Jones was always at the right place at the right time. He met the most important figures in jazz music, including Count Basie, Dizzy Gillespie, Ella Fitzgerald and Miles Davis. In New York, he took on several musician jobs by writing and arranging for “anyone who would pay.” He worked with Elvis Presley, which led to him learning music theory with Nadia Boulanger in France. When he got the call from Frank Sinatra to help arrange his 1964 album “It Might As Well Be Swing,” his part-time job as a musician turned into a full-time one.
He arranged and produced pop singles for everyone in the industry, shaping the sound of each decade with every piece of music he released. It got to the point where he was not meeting musicians, they were meeting him.
It was never an easy path for Jones. He grew up poor in the Chicago South Side with a mother who suffered schizophrenic episodes and had to be taken away in a straitjacket. When he discovered the piano, it drove him away from a gangster lifestyle and gave purpose to his life. “I wanted to be a gangster until I was 11, in Chicago… you wanna be what you see, and that’s all we ever saw,” Jones said.

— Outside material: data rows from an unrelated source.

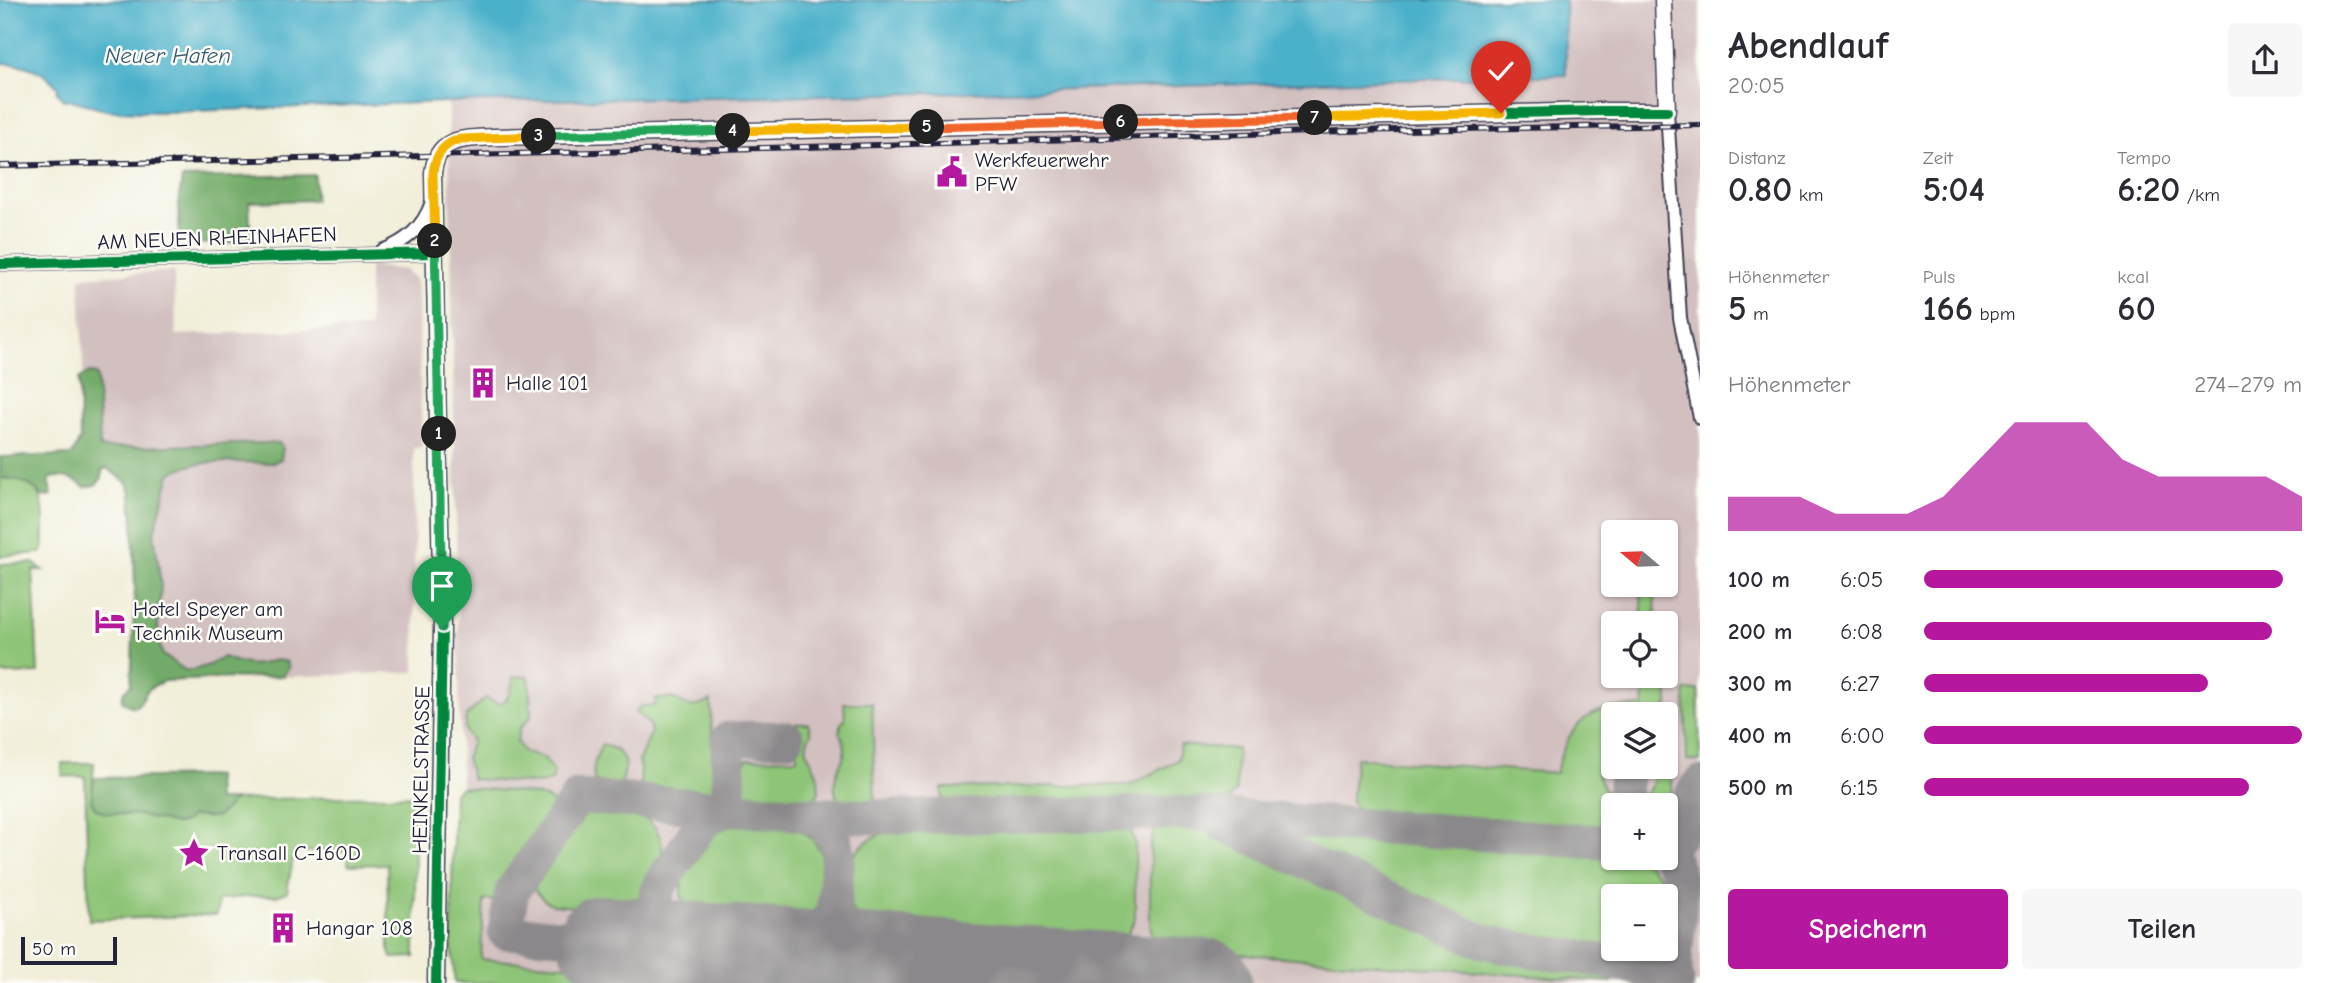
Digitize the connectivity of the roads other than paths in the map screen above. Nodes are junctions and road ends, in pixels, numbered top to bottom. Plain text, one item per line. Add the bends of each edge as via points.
1 (1662, 0) edge
2 (1667, 111) junction
3 (433, 197) junction
4 (435, 253) junction
5 (376, 254) junction
6 (0, 264) edge
7 (1700, 418) edge
8 (436, 983) edge

1 - 2 street
2 - 3 street, HEINKELSTRASSE via 461,139 441,149 434,165
2 - 7 street via 1680,318
3 - 4 street, HEINKELSTRASSE
3 - 5 street, AM NEUEN RHEINHAFEN via 411,236
4 - 5 street, AM NEUEN RHEINHAFEN
4 - 8 street, HEINKELSTRASSE via 442,628
5 - 6 street, AM NEUEN RHEINHAFEN

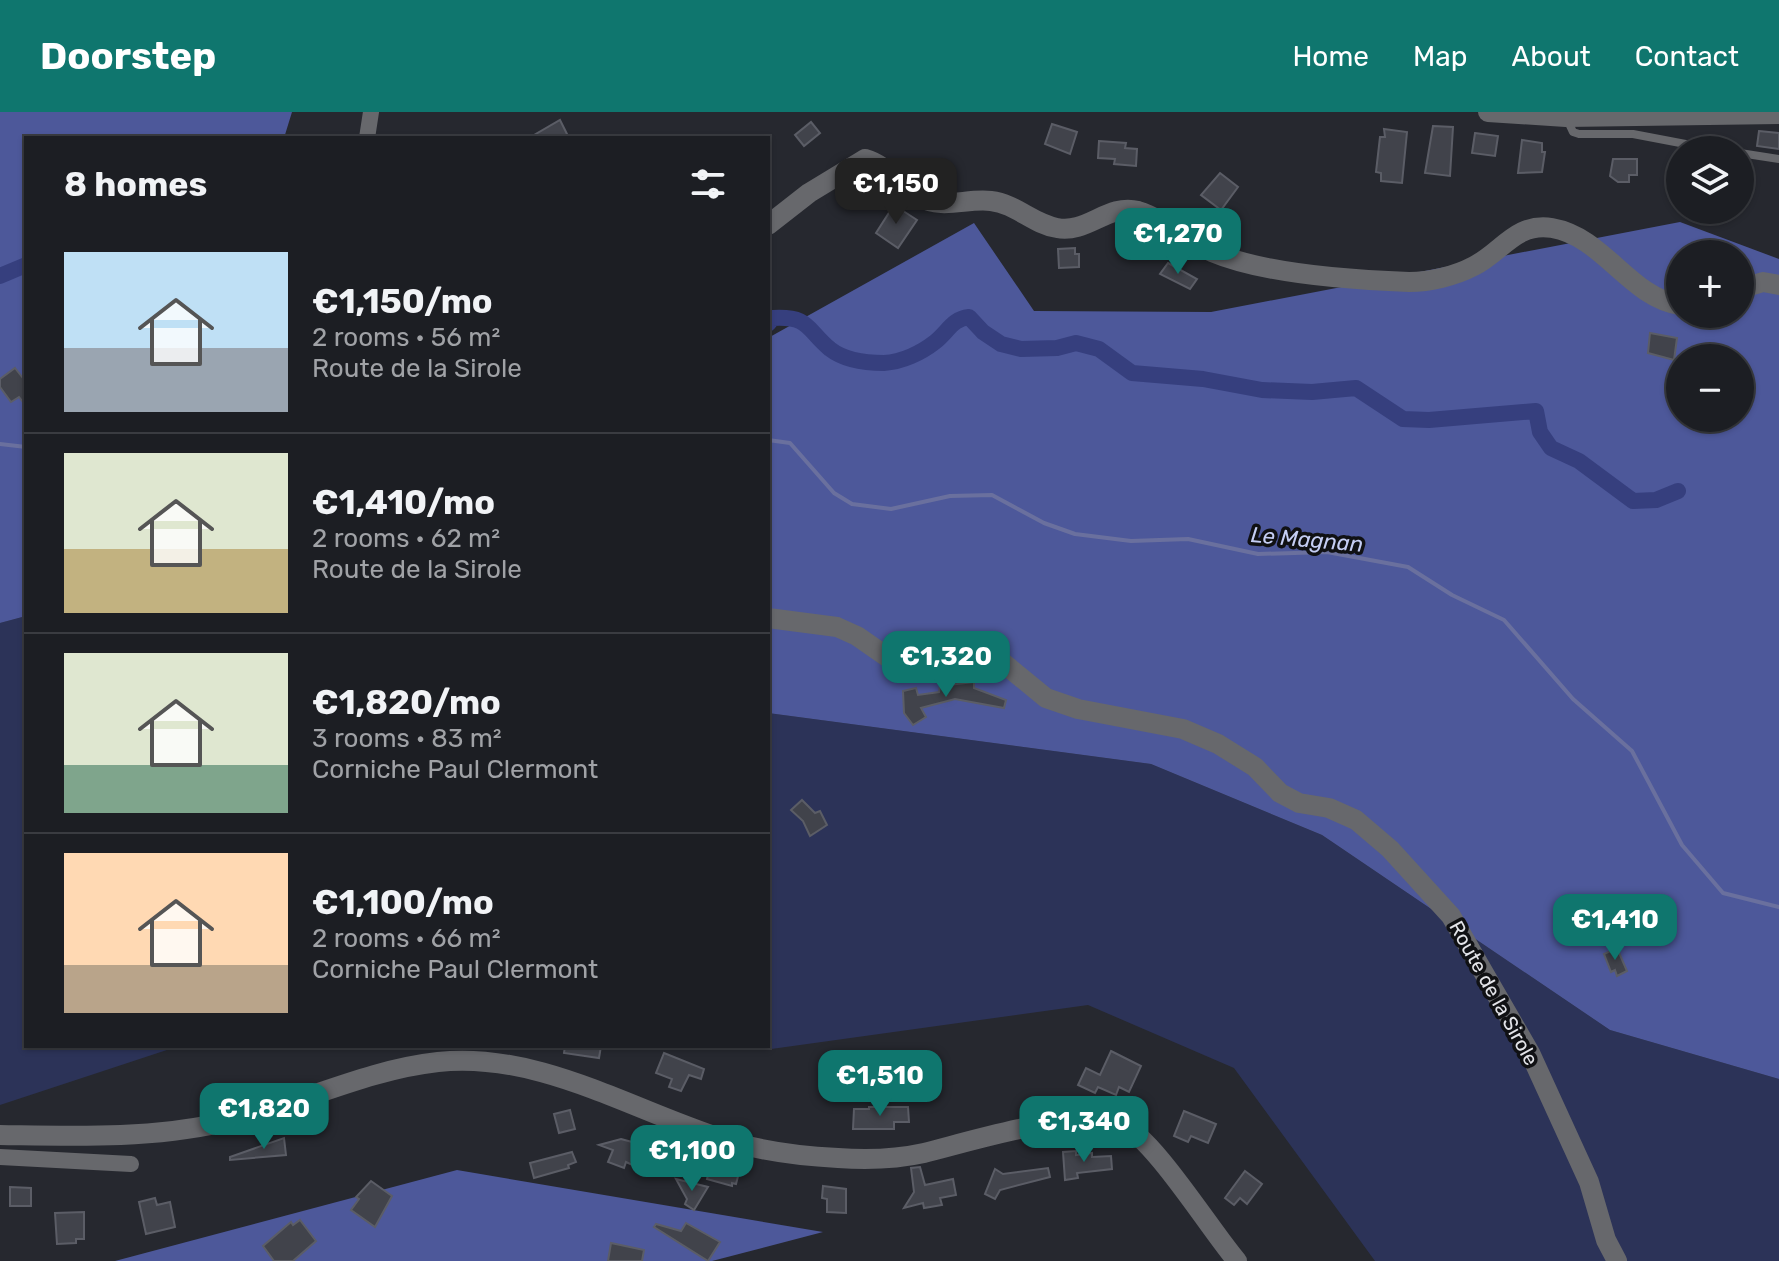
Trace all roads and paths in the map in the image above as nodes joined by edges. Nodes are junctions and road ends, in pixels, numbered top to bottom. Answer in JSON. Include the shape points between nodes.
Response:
{"nodes":[{"id":1,"x":371,"y":112,"type":"edge"},
{"id":2,"x":1488,"y":112,"type":"edge"},
{"id":3,"x":1659,"y":114,"type":"edge"},
{"id":4,"x":1779,"y":114,"type":"edge"},
{"id":5,"x":1566,"y":117,"type":"junction"},
{"id":6,"x":367,"y":136,"type":"edge"},
{"id":7,"x":1666,"y":140,"type":"edge"},
{"id":8,"x":1754,"y":155,"type":"edge"},
{"id":9,"x":1779,"y":159,"type":"edge"},
{"id":10,"x":770,"y":223,"type":"edge"},
{"id":11,"x":1754,"y":285,"type":"edge"},
{"id":12,"x":1779,"y":285,"type":"edge"},
{"id":13,"x":1666,"y":300,"type":"edge"},
{"id":14,"x":770,"y":618,"type":"edge"},
{"id":15,"x":0,"y":1135,"type":"edge"},
{"id":16,"x":0,"y":1157,"type":"edge"},
{"id":17,"x":131,"y":1164,"type":"dead end"},
{"id":18,"x":1237,"y":1261,"type":"edge"},
{"id":19,"x":1617,"y":1261,"type":"edge"}],
"edges":[{"from":1,"to":6,"type":"street"},
{"from":2,"to":5,"type":"street"},
{"from":3,"to":4,"type":"street"},
{"from":3,"to":5,"type":"street"},
{"from":5,"to":7,"type":"lane","via":[[1579,134]]},
{"from":8,"to":9,"type":"lane"},
{"from":10,"to":13,"type":"street","via":[[865,159],[931,201],[1002,203],[1062,229],[1132,210],[1218,255],[1336,276],[1436,279],[1475,266],[1523,230],[1553,228],[1591,245]]},
{"from":11,"to":12,"type":"street"},
{"from":14,"to":19,"type":"street","name":"Route de la Sirole","via":[[837,627],[893,661],[909,663],[956,645],[975,646],[1046,698],[1183,729],[1255,767],[1280,793],[1299,803],[1356,820],[1451,916],[1530,1053],[1589,1182]]},
{"from":15,"to":18,"type":"street","via":[[146,1134],[219,1124],[396,1069],[477,1060],[596,1090],[736,1143],[836,1158],[901,1157],[1013,1131],[1103,1120],[1128,1128],[1148,1146]]},
{"from":16,"to":17,"type":"street"}]}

It was not until he met Michael Jackson on the set of “The Wiz” in 1978 that Jones’ success was so extraordinarily big that everyone wanted their albums produced and arranged by him. He produced Jackson’s “Off The Wall,” “Thriller” and “Bad,” which became the best selling pop albums of all time.
He became a producer for Oscar-winning films such as “The Color Purple,” received 28 Grammy Awards, became one of 18 EGOT winners and produced the show “The Fresh Prince of Bel-Air”, to name a few of the countless achievements throughout his 80-year career.
Jones rose to be an important figure in the industry, and he used that influence for social and political activism. He supported Martin Luther King Jr. and Nelson Mandela. He gathered the biggest artists from the 80s to record “We Are The World,” a song that has raised $80 million dollars since its release for famine relief in Ethiopia, and he founded multiple charities for children and elderly jazz musicians.
He paved the way for all the people that are or were on the verge of abandoning their dreams and gave a voice to all the talent he knew the industry needed. Jones has done so much for the entertainment industry that it is difficult to imagine what it would have been like without his contribution. For that, the world has to thank him for the music and wish an easy rest to the greatest legend in music history.